Mynga’s presentation will incorporate a brief overview of Alzheimer’s based on “The Science of Hope,” a loosely packaged presentation for general audiences. (It briefly highlights the nature and extent of the disease, and also looks at upcoming demographics and challenges soon to be presented by this disease in California and nationwide.) In the remainder of her presentation, she will be focusing on her personal encounters with this challenging malady.

They began in summer of 1994, when Mynga’s mother’s symptoms made obvious her inability to live alone. Soon Mynga and her husband, Paul, were moving to Kentucky to live with and care for her. They stayed there for almost three years before moving her mother to a dementia care facility for the 18 more months preceding her death. Their humanist leanings prompted several attempts in both settings to prolong and enhance the mother’s social and support networks.

While in Kentucky, and drawing on her background as an instructional developer, Mynga produced supportive resources, among them a small pamphlet, What to Do When Your Friend or Neighbor Has Alzheimer’s.
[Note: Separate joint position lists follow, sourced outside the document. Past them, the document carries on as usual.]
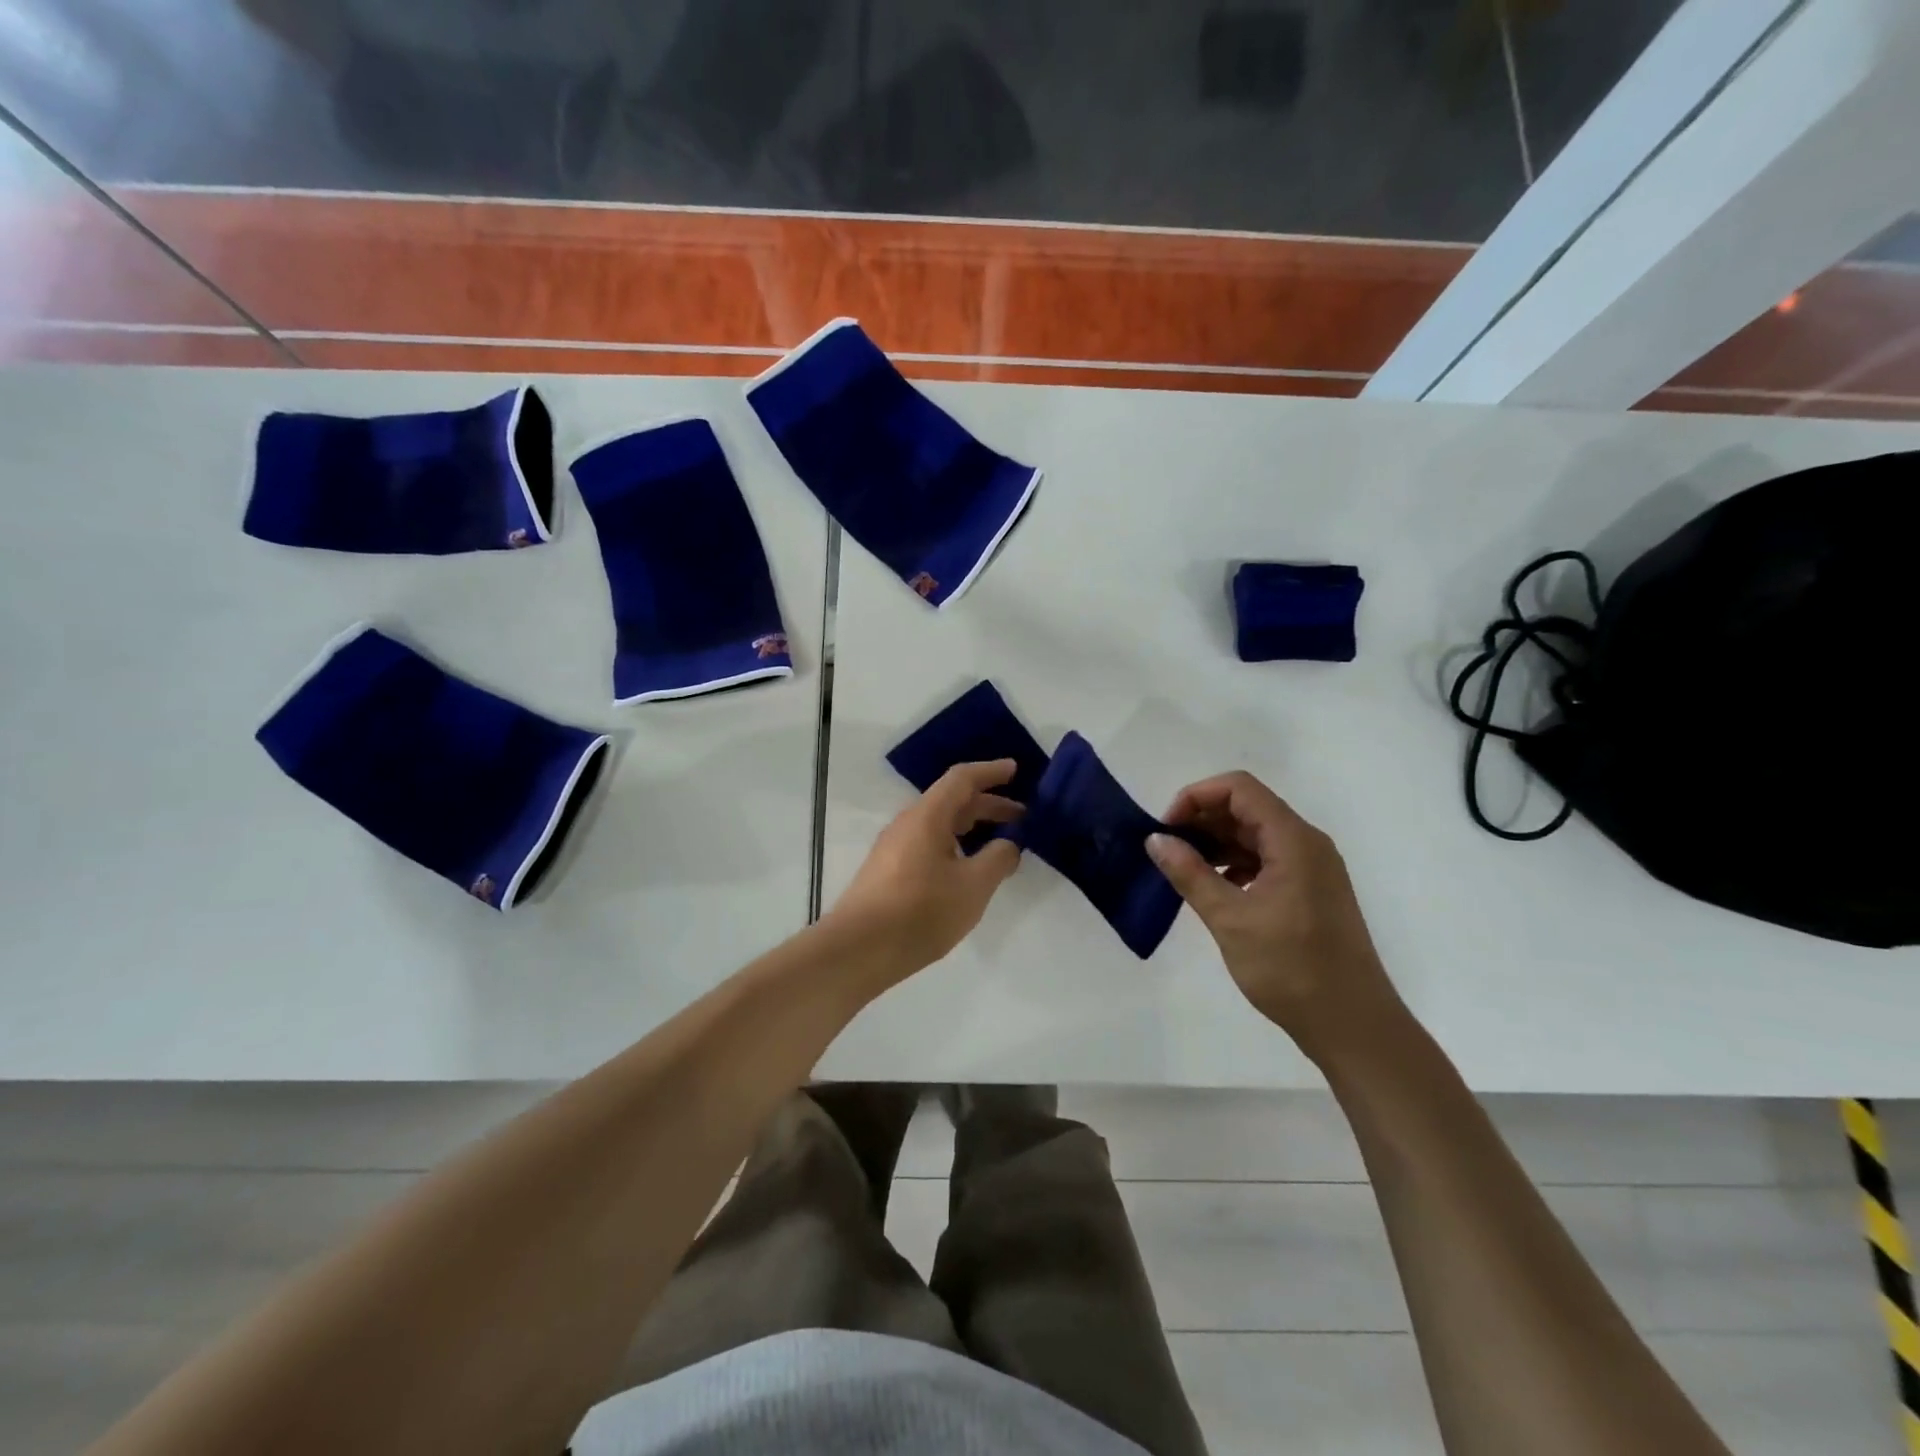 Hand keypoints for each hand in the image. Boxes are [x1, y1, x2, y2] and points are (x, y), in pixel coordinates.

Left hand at [825, 760, 1023, 984]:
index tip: (1015, 770)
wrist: (857, 950)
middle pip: (952, 802)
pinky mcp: (889, 871)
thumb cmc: (920, 912)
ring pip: (940, 825)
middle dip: (988, 805)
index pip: (962, 779)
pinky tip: (968, 869)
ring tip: (1000, 844)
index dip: (990, 772)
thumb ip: (998, 859)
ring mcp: (895, 848)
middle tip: (1021, 816)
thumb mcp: (973, 886)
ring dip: (972, 828)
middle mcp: (908, 824)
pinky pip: (929, 844)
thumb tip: (1009, 844)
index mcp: (927, 816)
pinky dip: (956, 846)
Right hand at [1147, 771, 1401, 1061]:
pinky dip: (1234, 864)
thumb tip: (1155, 840)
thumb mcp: (1231, 919)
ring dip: (1216, 843)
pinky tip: (1213, 887)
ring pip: (1255, 835)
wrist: (1352, 1025)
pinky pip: (1266, 859)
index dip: (1197, 797)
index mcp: (1293, 840)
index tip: (1166, 829)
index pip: (1239, 789)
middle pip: (1247, 808)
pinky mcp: (1309, 891)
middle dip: (1202, 820)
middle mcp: (1306, 844)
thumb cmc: (1292, 968)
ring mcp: (1311, 868)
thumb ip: (1190, 873)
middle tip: (1166, 849)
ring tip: (1182, 868) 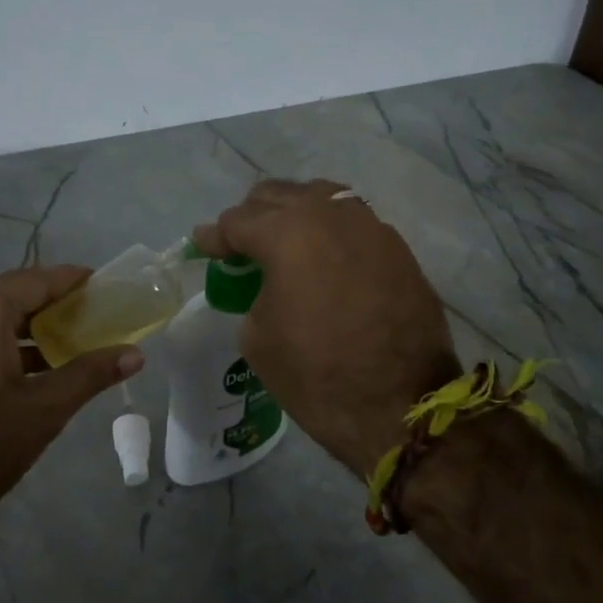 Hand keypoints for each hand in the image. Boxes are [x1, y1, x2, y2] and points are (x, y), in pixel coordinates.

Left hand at [0, 266, 144, 543]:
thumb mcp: (45, 407)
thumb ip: (91, 373)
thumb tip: (136, 355)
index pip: (36, 279)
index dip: (73, 281)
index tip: (105, 285)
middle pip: (12, 292)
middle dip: (53, 303)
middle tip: (92, 315)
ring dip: (28, 324)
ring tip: (70, 341)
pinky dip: (3, 339)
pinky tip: (34, 364)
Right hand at [194, 180, 458, 478]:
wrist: (399, 406)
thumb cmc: (316, 375)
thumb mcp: (257, 337)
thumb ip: (253, 292)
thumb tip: (267, 283)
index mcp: (288, 234)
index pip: (238, 221)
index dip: (214, 236)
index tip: (203, 245)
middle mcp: (330, 216)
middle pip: (279, 196)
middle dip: (252, 216)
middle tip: (239, 243)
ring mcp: (370, 228)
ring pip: (320, 199)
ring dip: (294, 215)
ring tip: (282, 242)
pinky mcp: (398, 249)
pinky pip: (352, 224)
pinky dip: (328, 232)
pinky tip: (322, 257) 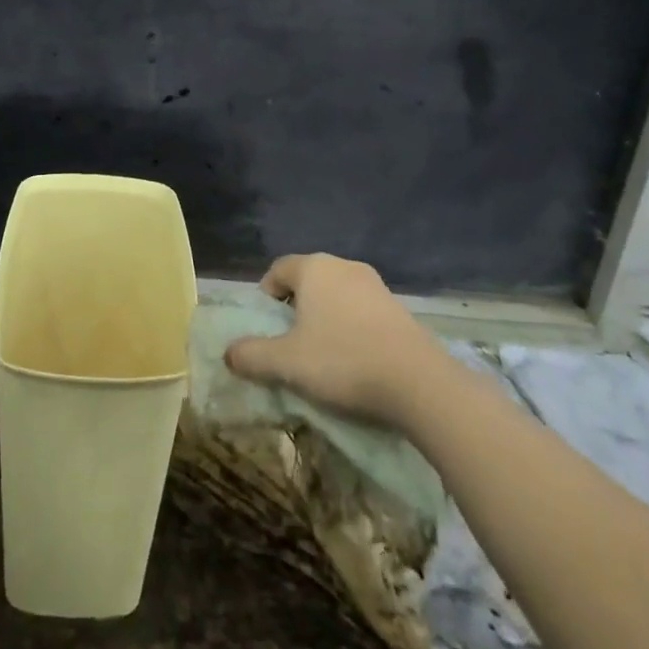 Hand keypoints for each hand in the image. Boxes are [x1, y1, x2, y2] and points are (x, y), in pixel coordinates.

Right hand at [224, 253, 445, 428]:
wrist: (420, 383)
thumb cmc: (343, 361)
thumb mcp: (287, 363)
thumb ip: (252, 356)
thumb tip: (228, 353)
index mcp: (313, 268)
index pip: (278, 270)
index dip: (266, 295)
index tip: (267, 327)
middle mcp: (343, 266)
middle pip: (308, 279)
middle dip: (296, 306)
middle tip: (292, 341)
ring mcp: (375, 284)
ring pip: (337, 294)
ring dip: (326, 317)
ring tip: (324, 353)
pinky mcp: (399, 307)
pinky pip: (363, 309)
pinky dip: (353, 326)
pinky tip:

In preparation for the move to the facility, she designed several aids to highlight her mother’s life and help staff and others in the facility to subsequently reminisce with her in meaningful and mutually rewarding ways.

Some of Mynga’s work has been incorporated in a staff training text, The Best Friend’s Approach to Alzheimer’s Care. And, translating those experiences for others, she has presented three times at the annual conference: “From Family to Facility: Bridging the Gap” (2007); “Maxims for Caregivers” (2011); and “The Life Story: Toolkit for Care” (2013).

Your edible and potable contributions to the snack table will, as usual, be most welcome.

Coffee, both regular and decaffeinated, will be provided in the usual abundance.